======== Extracted material ========

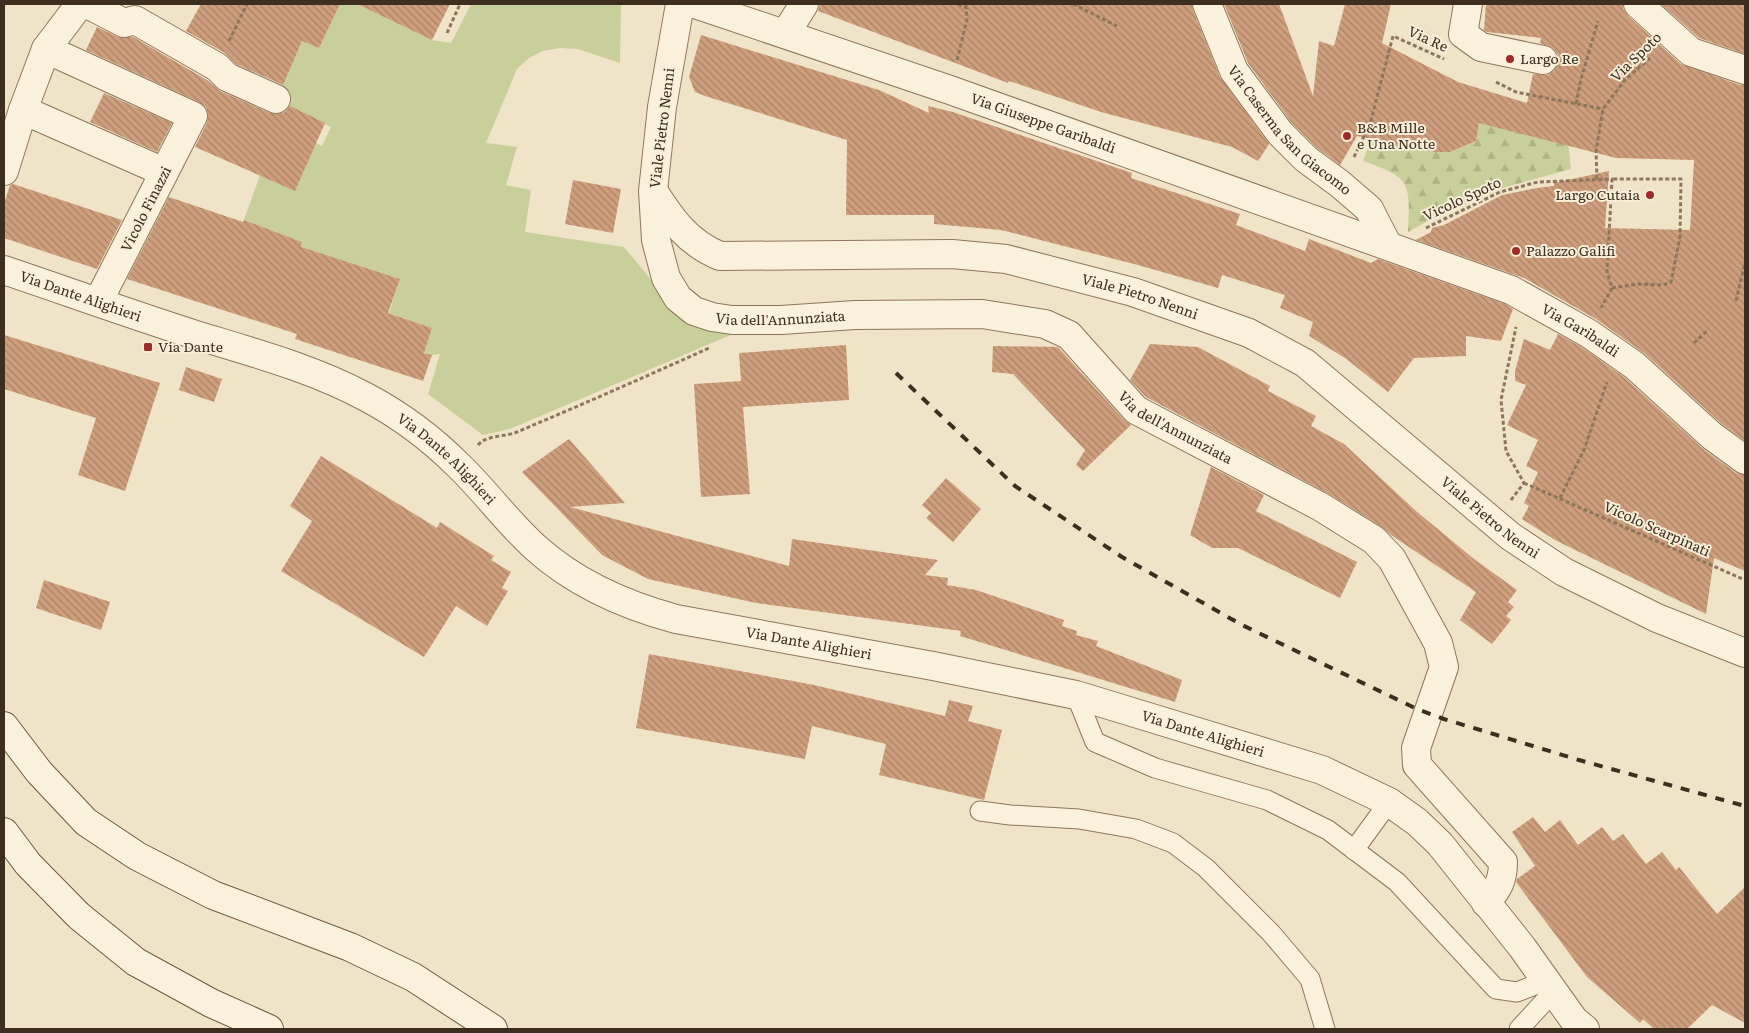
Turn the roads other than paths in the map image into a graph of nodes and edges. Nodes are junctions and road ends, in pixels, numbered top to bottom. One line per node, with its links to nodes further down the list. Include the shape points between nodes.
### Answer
1 (80, 4): 10 (street)
2 (88, 4): 13 (street, via 124,23 135,20 217,67 227,77)
3 (680, 4): 17 (street, Viale Pietro Nenni, via 662,107)
4 (695, 4): 9 (street, Via Giuseppe Garibaldi)
5 (804, 4): 9 (street)
6 (1207, 4): 18 (street, Via Caserma San Giacomo, via 1234,71 1280,133 1306,159 1369,209)
7 (1468, 4): 11 (street, via 1463,34 1481,47)
8 (1638, 4): 12 (street, via 1691,52)
9 (786, 33): 18 (street, Via Giuseppe Garibaldi)
10 (46, 49): 14 (street); 16 (street, Vicolo Finazzi, via 192,116)
11 (1543, 60)
12 (1745, 70)
13 (276, 100)
14 (23, 110): 15 (street); 16 (street)
15 (4, 172)
16 (164, 172): 20 (street, Vicolo Finazzi)
17 (653, 191): 22 (street, Viale Pietro Nenni, via 674,223 704,250 720,256 952,254 1006,259 1133,292 1249,333 1306,363 1510,536 1564,572 1657,618); 29 (street, Via dell'Annunziata, via 656,240 666,278 678,298 694,311 739,321 943,313 982,314 1045,324 1069,335 1136,410 1321,507 1374,540 1392,559 1438,643 1444,667 1416,748 1417,765 1504,862 1503,876)
18 (1388, 246): 21 (street, Via Garibaldi, via 1510,290 1588,333 1634,365 1712,436)
19 (4, 270): 20 (street, Via Dante Alighieri)
20 (98, 302): 23 (street, Via Dante Alighieri, via 300,368 366,396 414,427 459,466 536,548 568,573 617,600 676,619)
21 (1745, 460)
22 (1745, 653)
23 (1076, 695): 25 (street, Via Dante Alighieri, via 1322,770); 28 (lane, via 1095,742 1155,768 1267,800 1328,830)
24 (4, 726): 32 (street, via 39,772 86,822 137,856 213,895 350,948 413,977)
25 (1389, 802): 28 (lane); 29 (street, Via Dante Alighieri, via 1440,844)
26 (980, 811): 33 (lane, via 1079,819 1136,829 1173,843 1206,868 1271,933 1310,979)
27 (4, 832): 31 (street, via 28,864 79,916 136,962 211,1003)
28 (1354, 850): 30 (lane, via 1397,882 1496,989 1517,992)
29 (1486, 903): 30 (street, Via Dante Alighieri)
30 (1550, 986): 34 (lane); 35 (street, Via Dante Alighieri, via 1574,1020)
31 (270, 1029)
32 (493, 1029)
33 (1325, 1029)
34 (1519, 1029)
35 (1585, 1029)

========

What the exercise asks: Omit the pictures and restate the rest of the records verbatim.

Problem solution:
Turn the roads other than paths in the map image into a graph of nodes and edges. Nodes are junctions and road ends, in pixels, numbered top to bottom. One line per node, with its links to nodes further down the list. Include the shape points between nodes.
### Answer
1 (80, 4): 10 (street)
2 (88, 4): 13 (street, via 124,23 135,20 217,67 227,77)
3 (680, 4): 17 (street, Viale Pietro Nenni, via 662,107)
4 (695, 4): 9 (street, Via Giuseppe Garibaldi)
5 (804, 4): 9 (street)
6 (1207, 4): 18 (street, Via Caserma San Giacomo, via 1234,71 1280,133 1306,159 1369,209)
7 (1468, 4): 11 (street, via 1463,34 1481,47)
8 (1638, 4): 12 (street, via 1691,52)
9 (786, 33): 18 (street, Via Giuseppe Garibaldi)
10 (46, 49): 14 (street); 16 (street, Vicolo Finazzi, via 192,116)
11 (1543, 60)
12 (1745, 70)
13 (276, 100)
14 (23, 110): 15 (street); 16 (street)
15 (4, 172)
16 (164, 172): 20 (street, Vicolo Finazzi)
17 (653, 191): 22 (street, Viale Pietro Nenni, via 674,223 704,250 720,256 952,254 1006,259 1133,292 1249,333 1306,363 1510,536 1564,572 1657,618); 29 (street, Via dell'Annunziata, via 656,240 666,278 678,298 694,311 739,321 943,313 982,314 1045,324 1069,335 1136,410 1321,507 1374,540 1392,559 1438,643 1444,667 1416,748 1417,765 1504,862 1503,876)
18 (1388, 246): 21 (street, Via Garibaldi, via 1510,290 1588,333 1634,365 1712,436)
19 (4, 270): 20 (street, Via Dante Alighieri)
20 (98, 302): 23 (street, Via Dante Alighieri, via 300,368 366,396 414,427 459,466 536,548 568,573 617,600 676,619)
21 (1745, 460)
22 (1745, 653)
23 (1076, 695): 25 (street, Via Dante Alighieri, via 1322,770); 28 (lane, via 1095,742 1155,768 1267,800 1328,830)
24 (4, 726): 32 (street, via 39,772 86,822 137,856 213,895 350,948 413,977)
25 (1389, 802): 28 (lane); 29 (street, Via Dante Alighieri, via 1440,844)
26 (980, 811): 33 (lane, via 1079,819 1136,829 1173,843 1206,868 1271,933 1310,979)
27 (4, 832): 31 (street, via 28,864 79,916 136,962 211,1003)
28 (1354, 850): 30 (lane, via 1397,882 1496,989 1517,992)
29 (1486, 903): 30 (street, Via Dante Alighieri)
30 (1550, 986): 34 (lane); 35 (street, Via Dante Alighieri, via 1574,1020)
31 (270, 1029)
32 (493, 1029)
33 (1325, 1029)
34 (1519, 1029)
35 (1585, 1029)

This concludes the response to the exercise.